* AIM OF THE TASK *
Without the pictures, set down every record below exactly as it reads.

* PROVIDED DATA *

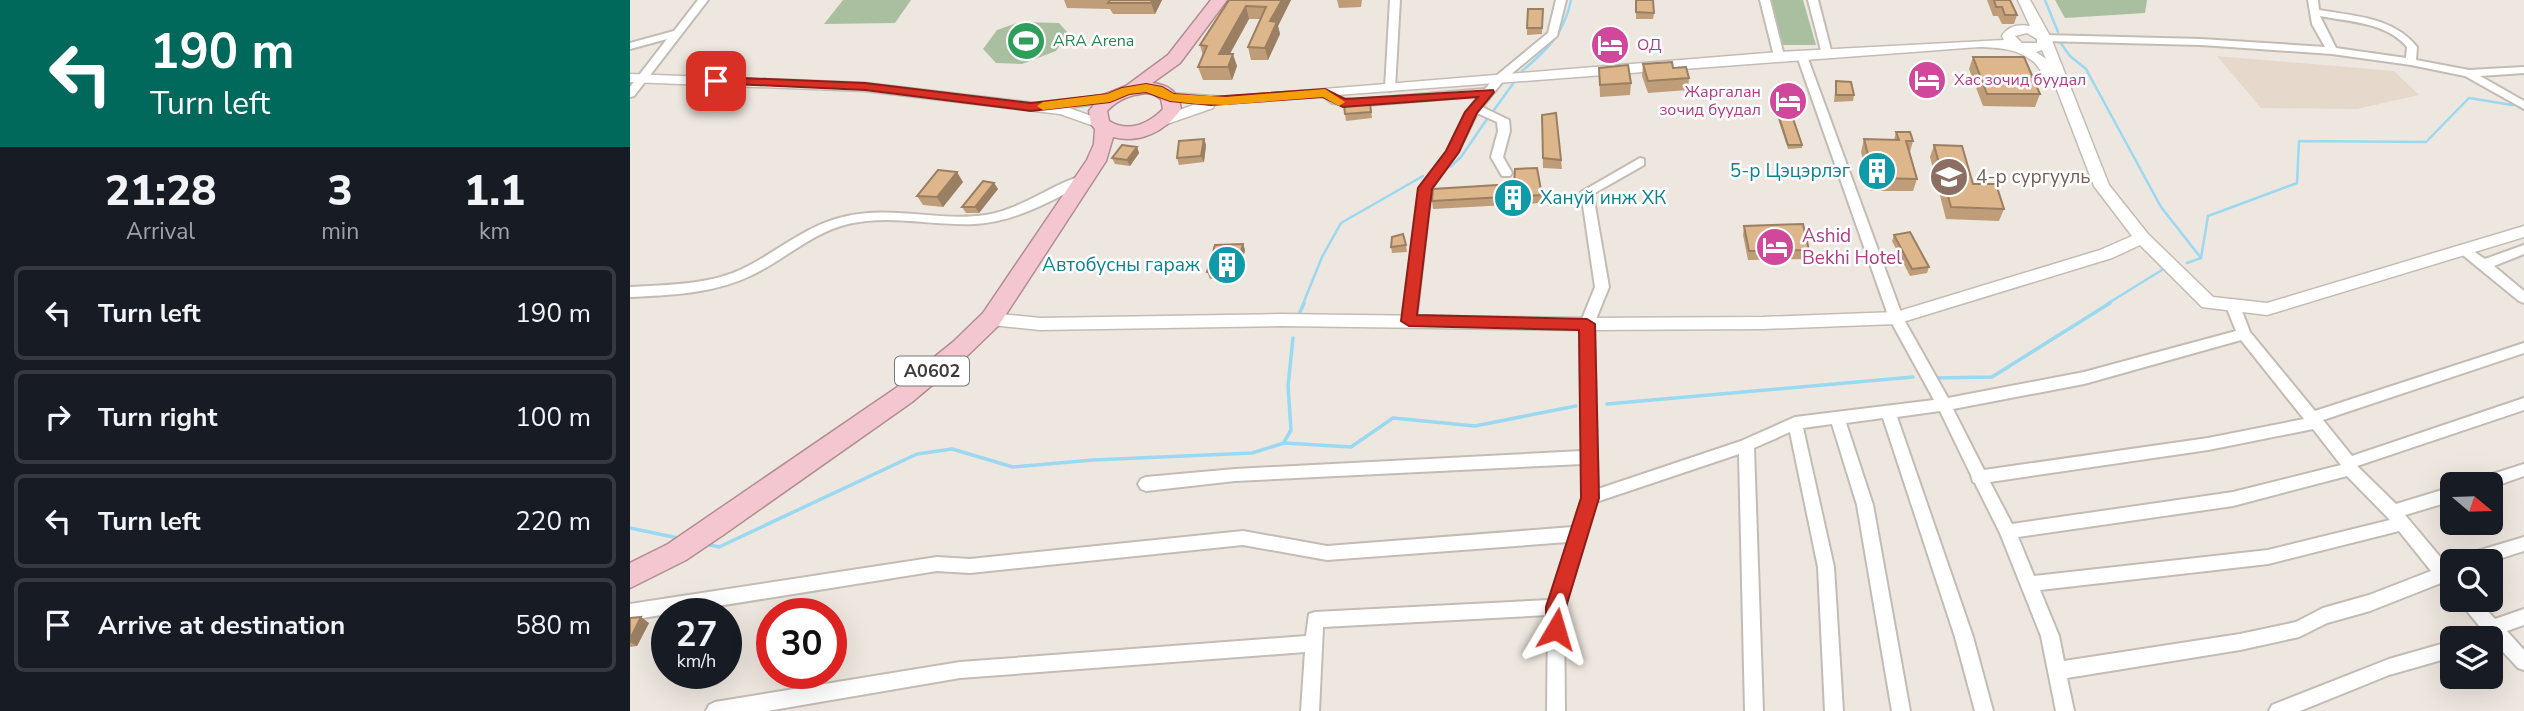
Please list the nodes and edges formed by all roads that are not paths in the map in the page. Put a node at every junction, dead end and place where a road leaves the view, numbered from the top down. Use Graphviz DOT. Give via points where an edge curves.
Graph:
graph roads {
  1 [pos="1219,0"];
  2 [pos="1395,0"];
  3 [pos="1560,0"];
  4 [pos="1765,0"];
  5 [pos="1813,0"];
  6 [pos="2023,0"];
  7 [pos="704,1"];
  8 [pos="2314,6"];
  9 [pos="677,33"];
  10 [pos="2014,38"];
  11 [pos="2043,38"];
  12 [pos="630,46"];
  13 [pos="2332,51"];
  14 [pos="1827,54"];
  15 [pos="1802,56"];
  16 [pos="1779,57"];
  17 [pos="1174,59"];
  18 [pos="2411,62"];
  19 [pos="2524,70"];
  20 [pos="2468,73"];
  21 [pos="636,78"];
  22 [pos="1500,78"];
  23 [pos="1390,88"];
  24 [pos="2062,88"];
  25 [pos="1133,89"];
  26 [pos="1488,92"];
  27 [pos="1325,93"];
  28 [pos="630,94"];
  29 [pos="1168,95"];
  30 [pos="1110,98"];
  31 [pos="1226,101"];
  32 [pos="2520,104"];
  33 [pos="1031,107"];
  34 [pos="1475,108"];
  35 [pos="1162,121"];
  36 [pos="1102,126"];
  37 [pos="1138,131"];
  38 [pos="1640,162"];
  39 [pos="1090,170"];
  40 [pos="1506,173"];
  41 [pos="2524,231"];
  42 [pos="2142,238"];
  43 [pos="2464,249"];
  44 [pos="2524,249"];
  45 [pos="2484,265"];
  46 [pos="630,292"];
  47 [pos="2524,298"];
  48 [pos="2232,306"];
  49 [pos="1896,318"];
  50 [pos="990,319"];
  51 [pos="1409,321"];
  52 [pos="1587,324"];
  53 [pos="2244,334"];
  54 [pos="2524,348"];
  55 [pos="2524,404"];
  56 [pos="1944,405"];
  57 [pos="1888,412"];
  58 [pos="1837,417"];
  59 [pos="2312,420"];
  60 [pos="1795,423"];
  61 [pos="1746,445"];
  62 [pos="1590,457"];
  63 [pos="2350,466"];
  64 [pos="2524,470"];
  65 [pos="1978,477"];
  66 [pos="2503,477"];
  67 [pos="1146,484"];
  68 [pos="1590,498"];
  69 [pos="2440,499"];
  70 [pos="2397,518"];
  71 [pos="2008,532"];
  72 [pos="1579,534"];
  73 [pos="2524,544"];
  74 [pos="2503,550"];
  75 [pos="2440,565"];
  76 [pos="630,576"];
  77 [pos="2440,576"];
  78 [pos="2028,584"];
  79 [pos="1556,607"];
  80 [pos="630,612"];
  81 [pos="2524,617"];
  82 [pos="2503,626"];
  83 [pos="1314,643"];
  84 [pos="2503,647"];
  85 [pos="2440,652"];
  86 [pos="2524,662"];
  87 [pos="2057,671"];
  88 [pos="715,711"];
  89 [pos="1310,711"];
  90 [pos="1556,711"];
  91 [pos="1754,711"];
  92 [pos="1834,711"];
  93 [pos="1901,711"];
  94 [pos="1984,711"];
  95 [pos="2065,711"];
  96 [pos="2278,711"];
  1 -- 17 [label="highway"];
  2 -- 23 [label="street"];
  3 -- 22 [label="street" via="1553,34"];
  4 -- 16 [label="street"];
  5 -- 14 [label="street"];
  6 -- 10 [label="street"];
  6 -- 11 [label="street"];
  7 -- 9 [label="street"];
  8 -- 13 [label="street" via="2317,24"];
  8 -- 18 [label="street" via="2396,30 2412,47"];
  9 -- 12 [label="street"];
  9 -- 21 [label="street"];
  10 -- 11 [label="street" via="2034,49"];
  10 -- 14 [label="street"];
  10 -- 24 [label="street"];
  11 -- 13 [label="street"];
  11 -- 24 [label="street"];
  13 -- 18 [label="street"];
  14 -- 15 [label="street"];
  15 -- 16 [label="street"];
  15 -- 49 [label="street"];
  16 -- 22 [label="street"];
  17 -- 25 [label="highway"];
  17 -- 29 [label="highway"];
  18 -- 20 [label="street"];
  19 -- 20 [label="street"];
  20 -- 32 [label="street"];
  21 -- 28 [label="street"];
  21 -- 33 [label="street" via="865,86"];
  22 -- 23 [label="street"];
  22 -- 26 [label="street"];
  23 -- 27 [label="street"];
  24 -- 42 [label="street" via="2102,186"];
  25 -- 29 [label="highway" via="1157,89"];
  25 -- 30 [label="highway"];
  26 -- 27 [label="street" via="1355,103 1336,101"];
  26 -- 34 [label="street"];
  27 -- 31 [label="street"];
  29 -- 31 [label="street"];
  29 -- 35 [label="highway" via="1172,109"];
  30 -- 33 [label="street"];
  30 -- 36 [label="highway, A0602" via="1098,111"];
  31 -- 35 [label="street"];
  33 -- 36 [label="street" via="1076,114"];
  34 -- 40 [label="street" via="1503,120 1497,157"];
  34 -- 51 [label="street" via="1452,152 1425,188"];
  35 -- 37 [label="highway, A0602"];
  36 -- 37 [label="highway, A0602" via="1125,133"];
  36 -- 39 [label="highway, A0602" via="1103,144"];
  37 -- 39 [label="highway, A0602"];
  38 -- 52 [label="street" via="1587,192 1602,287"];
  39 -- 46 [label="street" via="1020,208 978,220 878,216 844,220 816,231 744,274 708,284"];
  39 -- 50 [label="highway, A0602"];
  41 -- 43 [label="street"];
  42 -- 48 [label="street" via="2208,303"];
  42 -- 49 [label="street" via="2106,254"];
  43 -- 45 [label="street"];
  43 -- 48 [label="street" via="2267,309"];
  44 -- 45 [label="street"];
  45 -- 47 [label="street"];
  48 -- 53 [label="street"];
  49 -- 52 [label="street"];
  49 -- 56 [label="street"];
  50 -- 51 [label="street" via="1040,324"];
  50 -- 76 [label="highway, A0602" via="904,394 677,552"];
  51 -- 52 [label="street"];
  52 -- 62 [label="street"];
  53 -- 56 [label="street" via="2084,378"];
  53 -- 59 [label="street"];
  54 -- 59 [label="street"];
  55 -- 63 [label="street"];
  56 -- 57 [label="street"];
  56 -- 65 [label="street"];
  57 -- 58 [label="street"];
  57 -- 94 [label="street" via="1964,636"];
  58 -- 60 [label="street"];
  58 -- 93 [label="street" via="1865,505"];
  59 -- 63 [label="street"];
  59 -- 65 [label="street" via="2208,444"];
  60 -- 61 [label="street"];
  60 -- 92 [label="street" via="1826,567"];
  61 -- 68 [label="street"];
  61 -- 91 [label="street"];
  62 -- 67 [label="street" via="1235,475"];
  62 -- 68 [label="street"];
  63 -- 70 [label="street"];
  63 -- 71 [label="street" via="2233,499"];
  64 -- 66 [label="street"];
  65 -- 71 [label="street"];
  68 -- 72 [label="street"];
  69 -- 70 [label="street"];
  70 -- 75 [label="street"];
  70 -- 78 [label="street" via="2268,557"];
  71 -- 78 [label="street"];
  72 -- 79 [label="street"];
  72 -- 80 [label="street" via="1327,554 1243,538 970,566 937,564"];
  73 -- 74 [label="street"];
  77 -- 87 [label="street" via="2323,616 2299,629"];
  78 -- 87 [label="street" via="2050,636"];
  79 -- 83 [label="street" via="1315,620"];
  79 -- 90 [label="street"];
  81 -- 82 [label="street"];
  83 -- 88 [label="street" via="960,670"];
  83 -- 89 [label="street"];
  84 -- 86 [label="street"];
  85 -- 96 [label="street" via="2389,667"];
  87 -- 95 [label="street"];
}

* RESULT OF THE EXERCISE *
Please list the nodes and edges formed by all roads that are not paths in the map in the page. Put a node at every junction, dead end and place where a road leaves the view, numbered from the top down. Use Graphviz DOT. Give via points where an edge curves.
Graph:
graph roads {
  1 [pos="1219,0"];
  2 [pos="1395,0"];
  3 [pos="1560,0"];
  4 [pos="1765,0"];
  5 [pos="1813,0"];
  6 [pos="2023,0"];
  7 [pos="704,1"];
  8 [pos="2314,6"];
  9 [pos="677,33"];
  10 [pos="2014,38"];
  11 [pos="2043,38"];
  12 [pos="630,46"];
  13 [pos="2332,51"];
  14 [pos="1827,54"];
  15 [pos="1802,56"];
  16 [pos="1779,57"];
  17 [pos="1174,59"];
  18 [pos="2411,62"];
  19 [pos="2524,70"];
  20 [pos="2468,73"];
  21 [pos="636,78"];
  22 [pos="1500,78"];
  23 [pos="1390,88"];
  24 [pos="2062,88"];
  25 [pos="1133,89"];
  26 [pos="1488,92"];
  27 [pos="1325,93"];
  28 [pos="630,94"];
  29 [pos="1168,95"];
  30 [pos="1110,98"];
  31 [pos="1226,101"];
  32 [pos="2520,104"];
  33 [pos="1031,107"];
  34 [pos="1475,108"];
  35 [pos="1162,121"];
  36 [pos="1102,126"];
  37 [pos="1138,131"];
  38 [pos="1640,162"];
  39 [pos="1090,170"];
  40 [pos="1506,173"];
  41 [pos="2524,231"];
  42 [pos="2142,238"];
  43 [pos="2464,249"];
  44 [pos="2524,249"];
  45 [pos="2484,265"];
  46 [pos="630,292"];
  47 [pos="2524,298"];
  48 [pos="2232,306"];
  49 [pos="1896,318"];
  50 [pos="990,319"];
  51 [pos="1409,321"];
  52 [pos="1587,324"];
  53 [pos="2244,334"];
  54 [pos="2524,348"];
  55 [pos="2524,404"];
  56 [pos="1944,405"];
  57 [pos="1888,412"];
  58 [pos="1837,417"];
  59 [pos="2312,420"];
  60 [pos="1795,423"];
  61 [pos="1746,445"];
  62 [pos="1590,457"];
  63 [pos="2350,466"];
  64 [pos="2524,470"];
  65 [pos="1978,477"];
  66 [pos="2503,477"];
  67 [pos="1146,484"];
  68 [pos="1590,498"];
  69 [pos="2440,499"];
  70 [pos="2397,518"];
  71 [pos="2008,532"];
  72 [pos="1579,534"];
  73 [pos="2524,544"];
  74 [pos="2503,550"];
  75 [pos="2440,565"];
  76 [pos="630,576"];
  77 [pos="2440,576"];
  78 [pos="2028,584"];
  79 [pos="1556,607"];
  80 [pos="630,612"];
  81 [pos="2524,617"];
  82 [pos="2503,626"];
  83 [pos="1314,643"];
  84 [pos="2503,647"];
  85 [pos="2440,652"];
  86 [pos="2524,662"];
  87 [pos="2057,671"];
  88 [pos="715,711"];
  89 [pos="1310,711"];
  90 [pos="1556,711"];
  91 [pos="1754,711"];
  92 [pos="1834,711"];
  93 [pos="1901,711"];
  94 [pos="1984,711"];
  95 [pos="2065,711"];
  96 [pos="2278,711"];
  1 -- 17 [label="highway"];
  2 -- 23 [label="street"];
  3 -- 22 [label="street" via="1553,34"];
  4 -- 16 [label="street"];
  5 -- 14 [label="street"];
  6 -- 10 [label="street"];
  6 -- 11 [label="street"];
  7 -- 9 [label="street"];
  8 -- 13 [label="street" via="2317,24"];
  8 -- 18 [label="street" via="2396,30 2412,47"];
  9 -- 12 [label="street"];
  9 -- 21 [label="street"];
  10 -- 11 [label="street" via="2034,49"];
  10 -- 14 [label="street"];
  10 -- 24 [label="street"];
  11 -- 13 [label="street"];
  11 -- 24 [label="street"];
  13 -- 18 [label="street"];
  14 -- 15 [label="street"];
  15 -- 16 [label="street"];
  15 -- 49 [label="street"];
  16 -- 22 [label="street"];
  17 -- 25 [label="highway"];
  17 -- 29 [label="highway"];
  18 -- 20 [label="street"];
  19 -- 20 [label="street"];
  20 -- 32 [label="street"];
  21 -- 28 [label="street"];
  21 -- 33 [label="street" via="865,86"];
  22 -- 23 [label="street"];
  22 -- 26 [label="street"];
  23 -- 27 [label="street"];
  24 -- 42 [label="street" via="2102,186"];
  25 -- 29 [label="highway" via="1157,89"];
  25 -- 30 [label="highway"];
  26 -- 27 [label="street" via="1355,103 1336,101"];
  26 -- 34 [label="street"];
  27 -- 31 [label="street"];
  29 -- 31 [label="street"];
  29 -- 35 [label="highway" via="1172,109"];
  30 -- 33 [label="street"];
  30 -- 36 [label="highway, A0602" via="1098,111"];
  31 -- 35 [label="street"];
  33 -- 36 [label="street" via="1076,114"];
  34 -- 40 [label="street" via="1503,120 1497,157"];
  34 -- 51 [label="street" via="1452,152 1425,188"];
  35 -- 37 [label="highway, A0602"];
  36 -- 37 [label="highway, A0602" via="1125,133"];
  36 -- 39 [label="highway, A0602" via="1103,144"];
  37 -- 39 [label="highway, A0602"];
  38 -- 52 [label="street" via="1587,192 1602,287"];
  39 -- 46 [label="street" via="1020,208 978,220 878,216 844,220 816,231 744,274 708,284"];
  39 -- 50 [label="highway, A0602"];
  41 -- 43 [label="street"];
  42 -- 48 [label="street" via="2208,303"];
  42 -- 49 [label="street" via="2106,254"];
  43 -- 45 [label="street"];
  43 -- 48 [label="street" via="2267,309"];
  44 -- 45 [label="street"];
  45 -- 47 [label="street"];
  48 -- 53 [label="street"];
  49 -- 52 [label="street"];
  49 -- 56 [label="street"];
  50 -- 51 [label="street" via="1040,324"];
  50 -- 76 [label="highway, A0602" via="904,394 677,552"];
  51 -- 52 [label="street"];
  52 -- 62 [label="street"];
  53 -- 56 [label="street" via="2084,378"];
  53 -- 59 [label="street"];
  54 -- 59 [label="street"];
  55 -- 63 [label="street"];
  56 -- 57 [label="street"];
  56 -- 65 [label="street"];
  57 -- 58 [label="street"];
  57 -- 94 [label="street" via="1964,636"];
  58 -- 60 [label="street"];
  58 -- 93 [label="street" via="1865,505"];
  59 -- 63 [label="street"];
  59 -- 65 [label="street" via="2208,444"];
  60 -- 61 [label="street"];
  60 -- 92 [label="street" via="1826,567"];
  61 -- 68 [label="street"];
  61 -- 91 [label="street"];
  62 -- 67 [label="street" via="1235,475"];
  62 -- 68 [label="street"];
  63 -- 70 [label="street"];
  63 -- 71 [label="street" via="2233,499"];
  64 -- 66 [label="street"];
  65 -- 71 [label="street"];
  68 -- 72 [label="street"];
  69 -- 70 [label="street"];
  70 -- 75 [label="street"];
  70 -- 78 [label="street" via="2268,557"];
  71 -- 78 [label="street"];
  72 -- 79 [label="street"];
  72 -- 80 [label="street" via="1327,554 1243,538 970,566 937,564"];
  73 -- 74 [label="street"];
  77 -- 87 [label="street" via="2323,616 2299,629"];
  78 -- 87 [label="street" via="2050,636"];
  79 -- 83 [label="street" via="1315,620"];
  79 -- 90 [label="street"];
  81 -- 82 [label="street"];
  83 -- 88 [label="street" via="960,670"];
  83 -- 89 [label="street"];
  84 -- 86 [label="street"];
  85 -- 96 [label="street" via="2389,667"];
  87 -- 95 [label="street"];
}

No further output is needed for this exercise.